Preferiria não ver minha opinião confirmada a golpes de fatalidade na bigorna dos fatos. Mas o que assistimos nestes dias estava sendo incubado nos acordos de convivência celebrados entre as autoridades e o mundo do crime, no tolo romantismo pacifista do movimento Viva Rio, na justificação ideológica da bandidagem pela esquerda, no relativismo moral e na perda de religiosidade. Foi ganhando força com a banalização da violência nos meios de comunicação, da instituição familiar e com a generalização da canalhice. Avançou graças à brandura do nosso código penal, às remansosas e sinuosas curvas por onde fluem os processos, às facilidades concedidas ao crime e às dificuldades impostas ao seu combate. Consolidou-se na consequente impunidade e na insuficiência qualitativa e quantitativa dos nossos estabelecimentos penais. E por aí vai (inclusive, que fique claro para quem já está de dedo em riste querendo pedir um aparte, no vasto conjunto dos problemas sociais acumulados em nosso país). Mesmo depois de oito anos de Lula – viu aí, “aparteante” de dedo em riste?
No Rio de Janeiro, sucessivos governos fecharam os olhos para o que acontecia. A dupla Anthony e Rosinha Garotinho herdou de Brizola a tendência de achar que era exagero tudo que se dizia sobre a criminalidade no seu Estado. Para ambos, a única coisa anormal, por lá, era o César Maia. Anos a fio, eventos triviais como, por exemplo, a corridinha a beira-mar promovida por um “sarado” grupo de favelados, a cordial saudação a um veículo de transporte coletivo feita com rajada de metralhadora, o periódico intercâmbio de munição entre policiais e traficantes, o enlutado fechamento do comércio do morro quando falece algum empresário da “Câmara Setorial do Pó”, apenas por ocorrerem no Rio de Janeiro, eram maliciosamente apresentadas à opinião pública como arrastão, chacina, tiroteio e estado paralelo. Muita má vontade!
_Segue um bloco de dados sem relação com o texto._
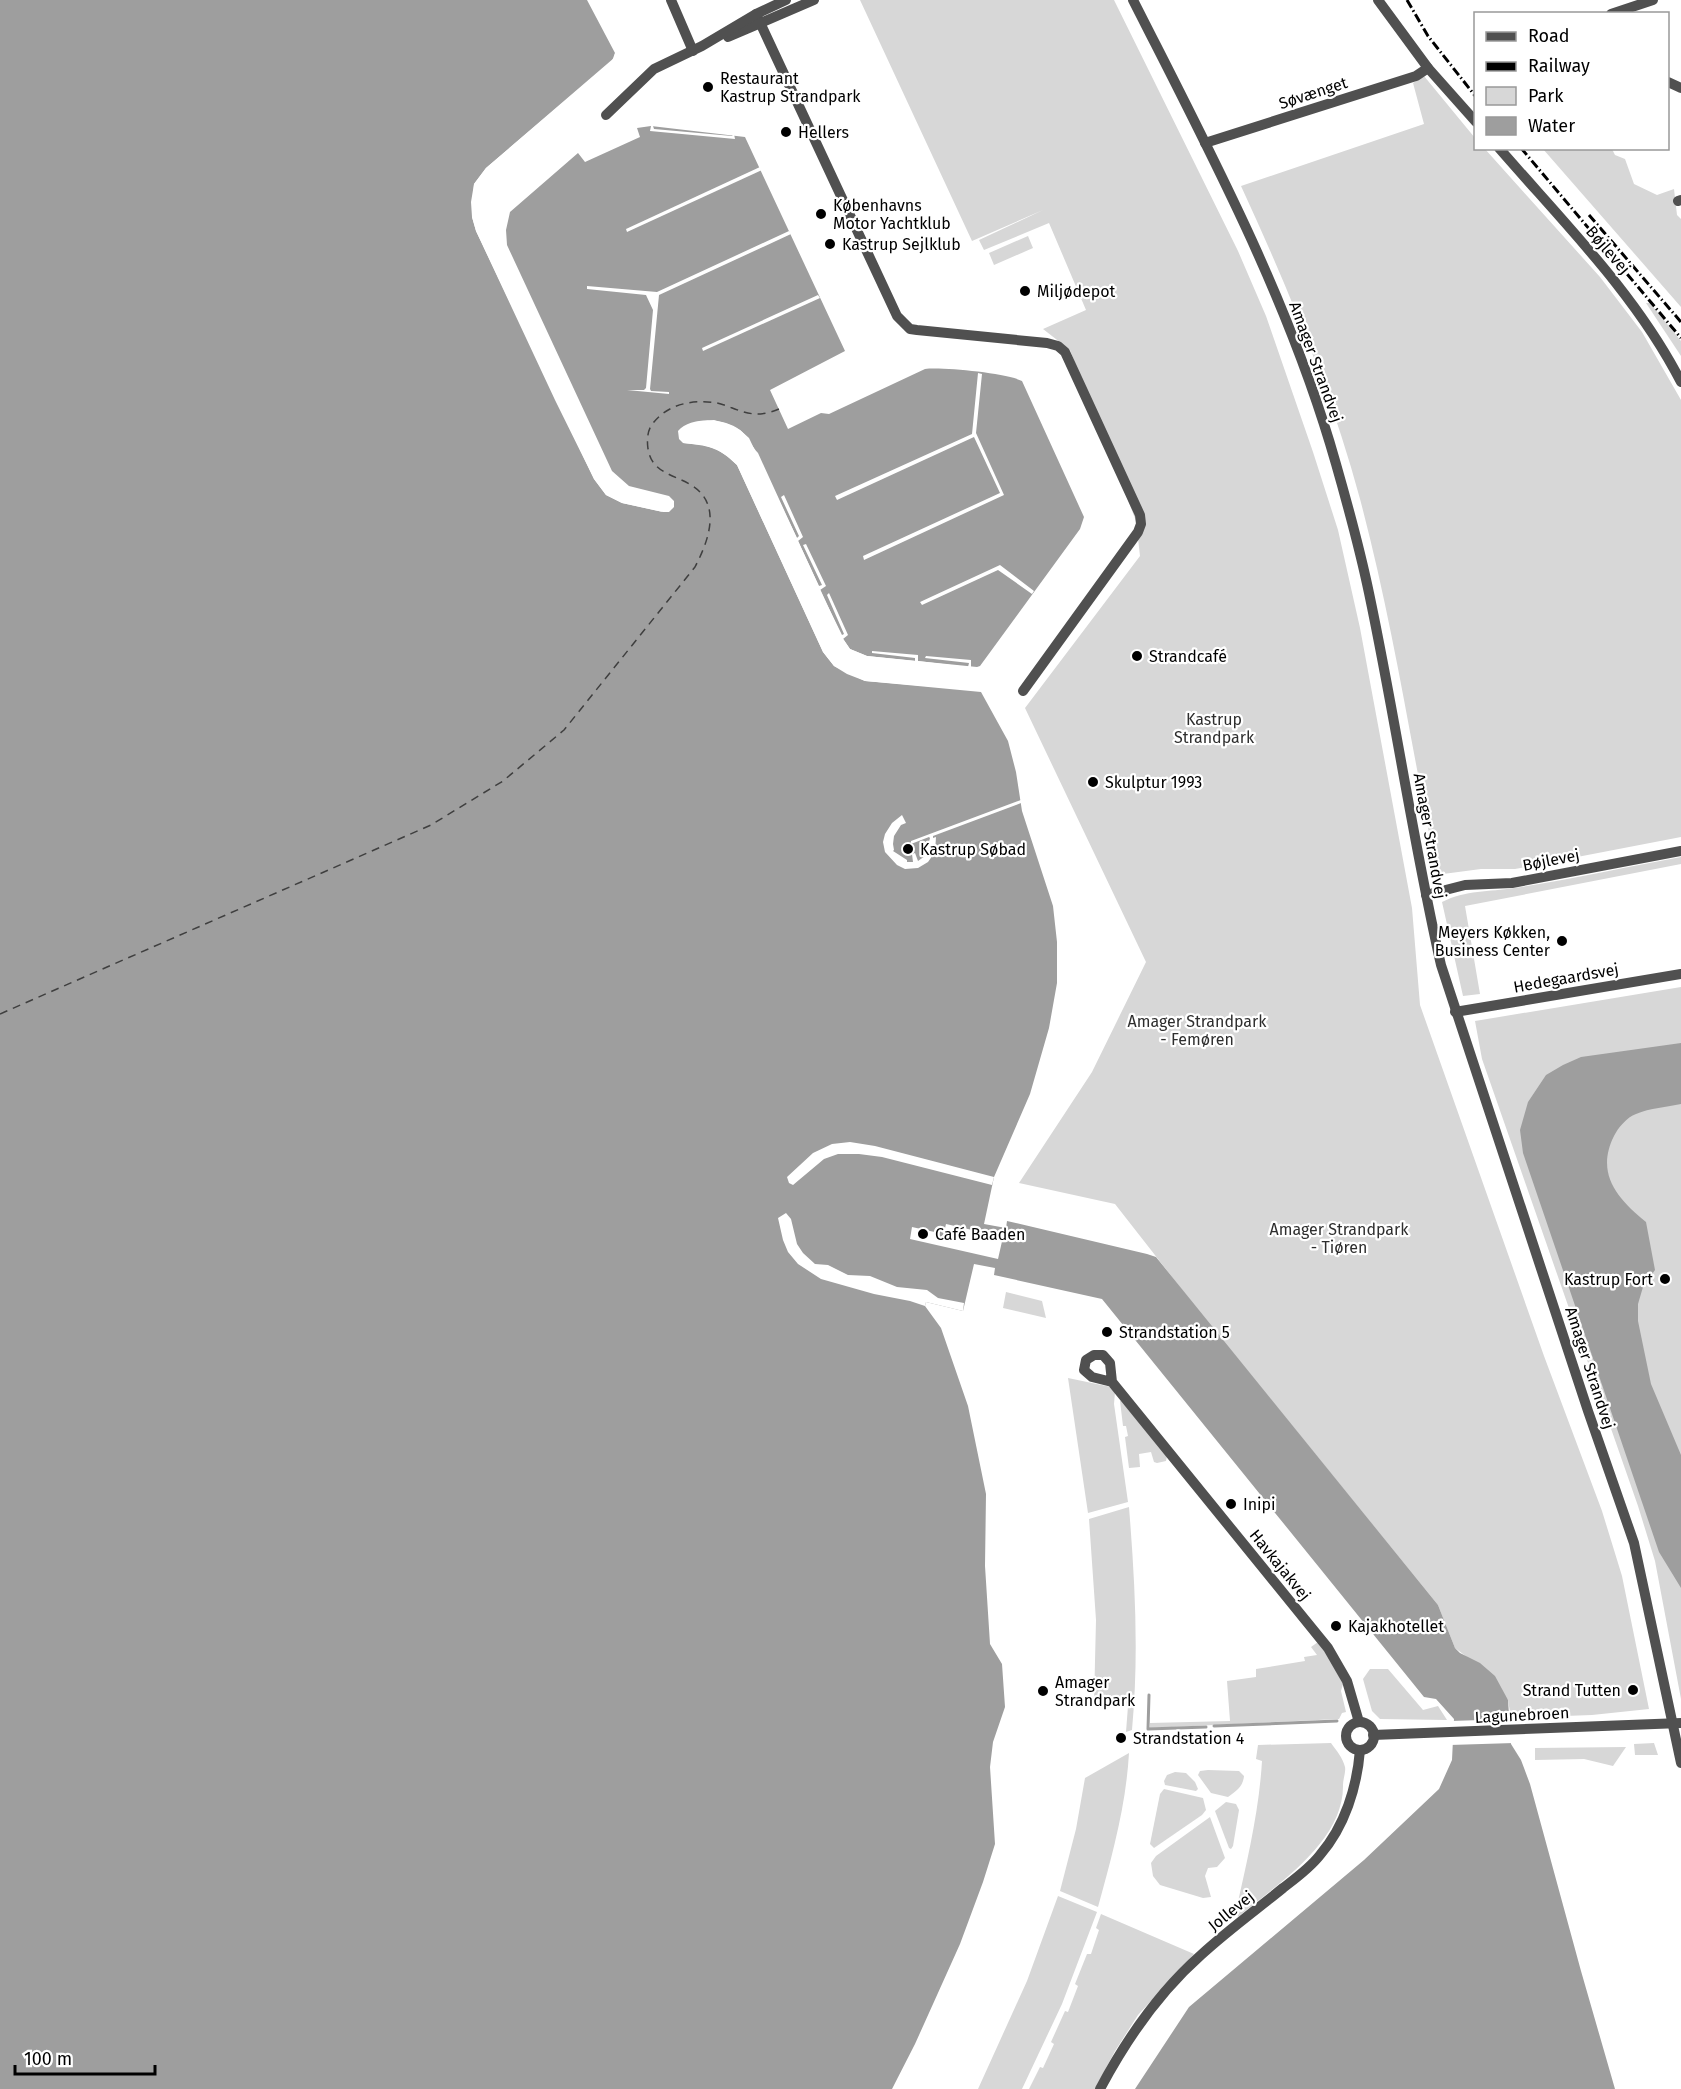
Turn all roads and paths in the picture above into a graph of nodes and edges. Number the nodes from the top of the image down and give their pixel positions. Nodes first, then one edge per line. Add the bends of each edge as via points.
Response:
1 (671, 0) edge
2 (786, 0) edge
3 (814, 0) edge
4 (1133, 0) edge
5 (1378, 0) edge
6 (1653, 0) edge
7 (1617, 12) edge
8 (759, 19) junction
9 (697, 48) junction
10 (1428, 68) junction
11 (606, 115) dead end
12 (1474, 120) edge
13 (1205, 143) junction
14 (1501, 150) edge
15 (1681, 382) edge
16 (1023, 691) dead end
17 (1681, 851) edge
18 (1426, 895) junction
19 (1681, 974) edge
20 (1455, 1012) junction
21 (1112, 1382) dead end
22 (1359, 1722) junction
23 (1676, 1723) edge
24 (1373, 1735) junction
25 (1360, 1750) junction
26 (1681, 1763) edge
27 (1100, 2089) edge

1 - 9 street
2 - 8 street
3 - 8 street
4 - 13 street, Amager Strandvej
5 - 10 street
6 - 7 street
8 - 9 street
8 - 16 street via 897,316 910,329 1058,346 1065,352 1140,515 1138,532
9 - 11 street via 654,69
10 - 12 street
10 - 13 street, Søvænget via 1416,76
13 - 18 street, Amager Strandvej via 1259,255 1294,340 1335,462 1369,590
14 - 15 street, Bøjlevej via 1622,290
17 - 18 street, Bøjlevej via 1512,883 1465,885
18 - 20 street, Amager Strandvej
19 - 20 street, Hedegaardsvej
20 - 23 street, Amager Strandvej via 1634,1542
21 - 22 street, Havkajakvej via 1328,1648 1347,1681
22 - 24 street via 1370,1727
22 - 25 street via 1350,1726 1346,1735 1352,1747
23 - 24 street, Lagunebroen
23 - 26 street, Amager Strandvej
24 - 25 street via 1368,1747
25 - 27 street, Jollevej via 1345,1815 1320,1855 1201,1954 1162,1994 1139,2023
Criaram um monstro, leitor, e agora resolveram espaná-lo morro acima. Enquanto o faziam, a nação, no camarote do sofá, boquiaberta, queixo apoiado no colo, assistia às cenas da guerra. No fundo, cá entre nós, muita gente fugindo e quase ninguém sendo preso. Bastante fumaça e pouco resultado para os riscos da operação. Me fez lembrar a diferença entre o espanador e o aspirador de pó. O poder público agia como espanador, mas a situação estava a exigir um aspirador. Os bandidos simplesmente mudavam-se de um lugar para outro, qual poeira sacudida, levando suas armas e suas bagagens. De mala e cuia, como se diz no Rio Grande do Sul.
Em todo caso, fica-nos a lição. O mesmo mal, repito, está sendo incubado em todas as grandes metrópoles brasileiras. Se não for enfrentado com aspirador, vai ficar igualzinho ao Rio. E você não precisará ligar o televisor. Bastará abrir a janela para assistir a guerra. Saia do sofá, leitor. E acorde o seu governante.